TASK INSTRUCTIONS:
Restate the following entries exactly, including every line.

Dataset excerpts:
◆ ◆ ◆ ◆ ◆ ◆ ◆

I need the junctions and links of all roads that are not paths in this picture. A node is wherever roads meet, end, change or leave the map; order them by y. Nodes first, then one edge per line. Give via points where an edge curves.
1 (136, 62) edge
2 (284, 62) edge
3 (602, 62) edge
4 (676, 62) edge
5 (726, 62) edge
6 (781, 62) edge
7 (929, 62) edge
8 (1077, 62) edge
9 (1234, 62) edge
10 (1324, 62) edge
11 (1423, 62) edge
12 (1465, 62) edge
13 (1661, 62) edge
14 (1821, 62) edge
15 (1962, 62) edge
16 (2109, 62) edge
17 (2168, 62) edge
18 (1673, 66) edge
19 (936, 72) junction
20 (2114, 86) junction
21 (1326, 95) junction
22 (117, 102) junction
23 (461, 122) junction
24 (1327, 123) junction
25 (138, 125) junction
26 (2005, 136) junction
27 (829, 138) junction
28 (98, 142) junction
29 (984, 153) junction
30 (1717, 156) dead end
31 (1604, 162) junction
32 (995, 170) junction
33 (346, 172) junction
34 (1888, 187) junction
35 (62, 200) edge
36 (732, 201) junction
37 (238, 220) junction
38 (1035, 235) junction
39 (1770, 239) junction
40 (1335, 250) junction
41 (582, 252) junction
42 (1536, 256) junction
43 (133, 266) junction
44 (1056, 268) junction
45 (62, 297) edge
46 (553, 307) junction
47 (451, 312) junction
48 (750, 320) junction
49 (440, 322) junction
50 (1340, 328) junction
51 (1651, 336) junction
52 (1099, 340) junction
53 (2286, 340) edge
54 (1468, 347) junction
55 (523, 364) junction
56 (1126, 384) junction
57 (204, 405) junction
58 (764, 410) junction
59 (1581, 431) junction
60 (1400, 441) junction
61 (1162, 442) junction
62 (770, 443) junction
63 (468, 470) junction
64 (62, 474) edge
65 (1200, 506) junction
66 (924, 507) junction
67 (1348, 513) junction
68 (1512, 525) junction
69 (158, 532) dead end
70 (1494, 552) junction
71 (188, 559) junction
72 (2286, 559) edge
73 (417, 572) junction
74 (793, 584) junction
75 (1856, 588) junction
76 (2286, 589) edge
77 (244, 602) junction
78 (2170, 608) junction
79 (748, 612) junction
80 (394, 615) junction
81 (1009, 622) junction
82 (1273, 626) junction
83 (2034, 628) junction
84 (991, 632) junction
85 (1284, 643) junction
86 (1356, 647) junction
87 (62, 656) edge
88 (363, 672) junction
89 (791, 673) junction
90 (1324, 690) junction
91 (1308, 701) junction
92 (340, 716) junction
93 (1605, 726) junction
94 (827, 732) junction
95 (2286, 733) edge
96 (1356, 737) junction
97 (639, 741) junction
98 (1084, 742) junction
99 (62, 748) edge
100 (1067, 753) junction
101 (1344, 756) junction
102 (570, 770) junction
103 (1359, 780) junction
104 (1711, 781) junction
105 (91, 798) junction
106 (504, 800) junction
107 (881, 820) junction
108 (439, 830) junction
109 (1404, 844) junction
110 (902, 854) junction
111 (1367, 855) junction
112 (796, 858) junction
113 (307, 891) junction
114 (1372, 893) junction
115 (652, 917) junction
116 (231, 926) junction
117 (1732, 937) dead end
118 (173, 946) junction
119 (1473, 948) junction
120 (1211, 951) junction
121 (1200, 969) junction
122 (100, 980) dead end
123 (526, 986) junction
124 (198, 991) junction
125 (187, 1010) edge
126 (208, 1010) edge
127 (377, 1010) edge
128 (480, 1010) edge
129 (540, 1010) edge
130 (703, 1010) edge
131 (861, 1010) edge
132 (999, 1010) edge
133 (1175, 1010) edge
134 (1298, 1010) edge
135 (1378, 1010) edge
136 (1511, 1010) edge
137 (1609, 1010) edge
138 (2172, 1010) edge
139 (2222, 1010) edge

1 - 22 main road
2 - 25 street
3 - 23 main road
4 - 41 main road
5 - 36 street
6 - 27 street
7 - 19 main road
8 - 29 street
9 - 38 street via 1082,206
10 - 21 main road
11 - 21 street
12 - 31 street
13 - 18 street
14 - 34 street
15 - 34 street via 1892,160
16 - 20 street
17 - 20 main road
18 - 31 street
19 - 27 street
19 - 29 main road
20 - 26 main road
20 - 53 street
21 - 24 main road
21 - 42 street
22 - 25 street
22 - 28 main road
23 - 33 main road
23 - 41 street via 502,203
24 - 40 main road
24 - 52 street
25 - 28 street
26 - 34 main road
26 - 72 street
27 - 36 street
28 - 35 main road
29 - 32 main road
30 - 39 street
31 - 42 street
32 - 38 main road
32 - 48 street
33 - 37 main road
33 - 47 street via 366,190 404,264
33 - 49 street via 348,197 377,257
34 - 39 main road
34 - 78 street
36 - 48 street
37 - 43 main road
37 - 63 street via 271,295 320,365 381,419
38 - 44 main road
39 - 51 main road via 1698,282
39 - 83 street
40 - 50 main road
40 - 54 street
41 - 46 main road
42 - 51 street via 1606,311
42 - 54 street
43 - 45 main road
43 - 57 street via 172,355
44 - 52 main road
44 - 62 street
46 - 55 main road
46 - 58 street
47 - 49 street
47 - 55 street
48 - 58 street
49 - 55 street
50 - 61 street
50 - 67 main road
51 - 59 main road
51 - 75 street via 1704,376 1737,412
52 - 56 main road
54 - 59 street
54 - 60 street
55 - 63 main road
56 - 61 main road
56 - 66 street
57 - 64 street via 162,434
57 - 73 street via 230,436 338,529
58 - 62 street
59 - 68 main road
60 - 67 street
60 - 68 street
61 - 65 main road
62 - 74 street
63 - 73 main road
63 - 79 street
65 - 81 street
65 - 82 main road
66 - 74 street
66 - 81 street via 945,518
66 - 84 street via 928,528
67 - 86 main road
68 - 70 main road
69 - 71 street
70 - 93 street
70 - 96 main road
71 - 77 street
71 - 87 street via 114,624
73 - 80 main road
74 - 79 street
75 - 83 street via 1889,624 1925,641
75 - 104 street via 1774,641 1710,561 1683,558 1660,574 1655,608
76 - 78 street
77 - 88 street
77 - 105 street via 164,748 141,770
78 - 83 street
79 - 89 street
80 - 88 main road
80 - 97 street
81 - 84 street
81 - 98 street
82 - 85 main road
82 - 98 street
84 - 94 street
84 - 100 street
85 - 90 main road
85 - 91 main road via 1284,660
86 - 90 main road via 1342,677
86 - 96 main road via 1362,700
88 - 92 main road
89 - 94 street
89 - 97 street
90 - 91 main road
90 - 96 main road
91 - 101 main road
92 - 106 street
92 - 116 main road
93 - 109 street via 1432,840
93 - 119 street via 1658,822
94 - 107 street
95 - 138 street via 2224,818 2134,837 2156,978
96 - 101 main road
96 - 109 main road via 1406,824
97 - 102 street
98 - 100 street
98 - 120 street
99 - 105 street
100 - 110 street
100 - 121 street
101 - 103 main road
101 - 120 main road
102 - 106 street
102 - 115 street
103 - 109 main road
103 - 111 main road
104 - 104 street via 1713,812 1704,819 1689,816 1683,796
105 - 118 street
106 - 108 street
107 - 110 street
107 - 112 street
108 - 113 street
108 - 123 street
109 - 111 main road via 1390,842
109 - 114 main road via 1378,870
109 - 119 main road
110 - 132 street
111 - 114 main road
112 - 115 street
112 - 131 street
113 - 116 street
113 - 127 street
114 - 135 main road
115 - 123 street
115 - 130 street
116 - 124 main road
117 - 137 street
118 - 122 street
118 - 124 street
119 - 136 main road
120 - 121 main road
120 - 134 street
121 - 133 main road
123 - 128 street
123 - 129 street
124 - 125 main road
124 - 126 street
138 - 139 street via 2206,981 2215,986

◆ ◆ ◆ ◆ ◆ ◆ ◆

TASK ANSWER:
I need the junctions and links of all roads that are not paths in this picture. A node is wherever roads meet, end, change or leave the map; order them by y. Nodes first, then one edge per line. Give via points where an edge curves.
1 (136, 62) edge
2 (284, 62) edge
3 (602, 62) edge
4 (676, 62) edge
5 (726, 62) edge
6 (781, 62) edge
7 (929, 62) edge
8 (1077, 62) edge
9 (1234, 62) edge
10 (1324, 62) edge
11 (1423, 62) edge
12 (1465, 62) edge
13 (1661, 62) edge
14 (1821, 62) edge
15 (1962, 62) edge
16 (2109, 62) edge
17 (2168, 62) edge
18 (1673, 66) edge
19 (936, 72) junction
20 (2114, 86) junction
21 (1326, 95) junction
22 (117, 102) junction
23 (461, 122) junction
24 (1327, 123) junction
25 (138, 125) junction
26 (2005, 136) junction
27 (829, 138) junction
28 (98, 142) junction
29 (984, 153) junction
30 (1717, 156) dead end
31 (1604, 162) junction
32 (995, 170) junction
33 (346, 172) junction
34 (1888, 187) junction
35 (62, 200) edge
36 (732, 201) junction
37 (238, 220) junction
38 (1035, 235) junction
39 (1770, 239) junction
40 (1335, 250) junction
41 (582, 252) junction
42 (1536, 256) junction
43 (133, 266) junction
44 (1056, 268) junction
45 (62, 297) edge
46 (553, 307) junction
47 (451, 312) junction
48 (750, 320) junction
49 (440, 322) junction
50 (1340, 328) junction
51 (1651, 336) junction
52 (1099, 340) junction
53 (2286, 340) edge
54 (1468, 347) junction
55 (523, 364) junction
56 (1126, 384) junction
57 (204, 405) junction
58 (764, 410) junction
59 (1581, 431) junction
60 (1400, 441) junction
61 (1162, 442) junction
62 (770, 443) junction
63 (468, 470) junction
64 (62, 474) edge
65 (1200, 506) junction
66 (924, 507) junction
67 (1348, 513) junction
68 (1512, 525) junction
69 (158, 532) dead end
70 (1494, 552) junction
71 (188, 559) junction
72 (2286, 559) edge
73 (417, 572) junction
74 (793, 584) junction
75 (1856, 588) junction
76 (2286, 589) edge
77 (244, 602) junction
78 (2170, 608) junction
79 (748, 612) junction
80 (394, 615) junction
81 (1009, 622) junction
82 (1273, 626) junction
83 (2034, 628) junction
84 (991, 632) junction
85 (1284, 643) junction
86 (1356, 647) junction
87 (62, 656) edge
88 (363, 672) junction
89 (791, 673) junction
90 (1324, 690) junction
91 (1308, 701) junction
92 (340, 716) junction
93 (1605, 726) junction
94 (827, 732) junction
95 (2286, 733) edge
96 (1356, 737) junction
97 (639, 741) junction
98 (1084, 742) junction
99 (62, 748) edge
100 (1067, 753) junction
101 (1344, 756) junction
102 (570, 770) junction
103 (1359, 780) junction
104 (1711, 781) junction
105 (91, 798) junction
106 (504, 800) junction
107 (881, 820) junction
108 (439, 830) junction
109 (1404, 844) junction
110 (902, 854) junction
111 (1367, 855) junction
112 (796, 858) junction
113 (307, 891) junction
114 (1372, 893) junction
115 (652, 917) junction
116 (231, 926) junction
117 (1732, 937) dead end
118 (173, 946) junction
119 (1473, 948) junction
120 (1211, 951) junction
121 (1200, 969) junction
122 (100, 980) dead end
123 (526, 986) junction
124 (198, 991) junction
125 (187, 1010) edge
126 (208, 1010) edge
127 (377, 1010) edge
128 (480, 1010) edge
129 (540, 1010) edge
130 (703, 1010) edge
131 (861, 1010) edge
132 (999, 1010) edge
133 (1175, 1010) edge
134 (1298, 1010) edge
135 (1378, 1010) edge
136 (1511, 1010) edge
137 (1609, 1010) edge
138 (2172, 1010) edge
139 (2222, 1010) edge

1 - 22 main road
2 - 25 street
3 - 23 main road
4 - 41 main road
5 - 36 street
6 - 27 street
7 - 19 main road
8 - 29 street
9 - 38 street via 1082,206
10 - 21 main road
11 - 21 street
12 - 31 street
13 - 18 street
14 - 34 street
15 - 34 street via 1892,160
16 - 20 street
17 - 20 main road
18 - 31 street
19 - 27 street
19 - 29 main road
20 - 26 main road
20 - 53 street
21 - 24 main road
21 - 42 street
22 - 25 street
22 - 28 main road
23 - 33 main road
23 - 41 street via 502,203
24 - 40 main road
24 - 52 street
25 - 28 street
26 - 34 main road
26 - 72 street
27 - 36 street
28 - 35 main road
29 - 32 main road
30 - 39 street
31 - 42 street
32 - 38 main road
32 - 48 street
33 - 37 main road
33 - 47 street via 366,190 404,264
33 - 49 street via 348,197 377,257
34 - 39 main road
34 - 78 street
36 - 48 street
37 - 43 main road
37 - 63 street via 271,295 320,365 381,419
38 - 44 main road
39 - 51 main road via 1698,282
39 - 83 street
40 - 50 main road
40 - 54 street
41 - 46 main road
42 - 51 street via 1606,311
42 - 54 street
43 - 45 main road
43 - 57 street via 172,355
44 - 52 main road
44 - 62 street
46 - 55 main road
46 - 58 street
47 - 49 street
47 - 55 street
48 - 58 street
49 - 55 street
50 - 61 street
50 - 67 main road
51 - 59 main road
51 - 75 street via 1704,376 1737,412
52 - 56 main road
54 - 59 street
54 - 60 street
55 - 63 main road
56 - 61 main road
56 - 66 street
57 - 64 street via 162,434
57 - 73 street via 230,436 338,529
58 - 62 street
59 - 68 main road
60 - 67 street
60 - 68 street
61 - 65 main road
62 - 74 street
63 - 73 main road
63 - 79 street
65 - 81 street
65 - 82 main road
66 - 74 street
66 - 81 street via 945,518
66 - 84 street via 928,528
67 - 86 main road
68 - 70 main road
69 - 71 street
70 - 93 street
70 - 96 main road
71 - 77 street
71 - 87 street via 114,624
73 - 80 main road
74 - 79 street
75 - 83 street via 1889,624 1925,641
75 - 104 street via 1774,641 1710,561 1683,558 1660,574 1655,608
76 - 78 street
77 - 88 street
77 - 105 street via 164,748 141,770
78 - 83 street
79 - 89 street
80 - 88 main road
80 - 97 street
81 - 84 street
81 - 98 street
82 - 85 main road
82 - 98 street
84 - 94 street
84 - 100 street
85 - 90 main road
85 - 91 main road via 1284,660
86 - 90 main road via 1342,677
86 - 96 main road via 1362,700
88 - 92 main road
89 - 94 street
89 - 97 street
90 - 91 main road
90 - 96 main road
91 - 101 main road
92 - 106 street
92 - 116 main road
93 - 109 street via 1432,840
93 - 119 street via 1658,822
94 - 107 street
95 - 138 street via 2224,818 2134,837 2156,978
96 - 101 main road
96 - 109 main road via 1406,824
97 - 102 street
98 - 100 street
98 - 120 street
99 - 105 street
100 - 110 street
100 - 121 street
101 - 103 main road
101 - 120 main road
102 - 106 street
102 - 115 street
103 - 109 main road
103 - 111 main road
104 - 104 street via 1713,812 1704,819 1689,816 1683,796
105 - 118 street
106 - 108 street
107 - 110 street
107 - 112 street
108 - 113 street
108 - 123 street
109 - 111 main road via 1390,842
109 - 114 main road via 1378,870
109 - 119 main road
110 - 132 street
111 - 114 main road
112 - 115 street
112 - 131 street
113 - 116 street
113 - 127 street
114 - 135 main road
115 - 123 street
115 - 130 street
116 - 124 main road
117 - 137 street
118 - 122 street
118 - 124 street
119 - 136 main road
120 - 121 main road
120 - 134 street
121 - 133 main road
123 - 128 street
123 - 129 street
124 - 125 main road
124 - 126 street
138 - 139 street via 2206,981 2215,986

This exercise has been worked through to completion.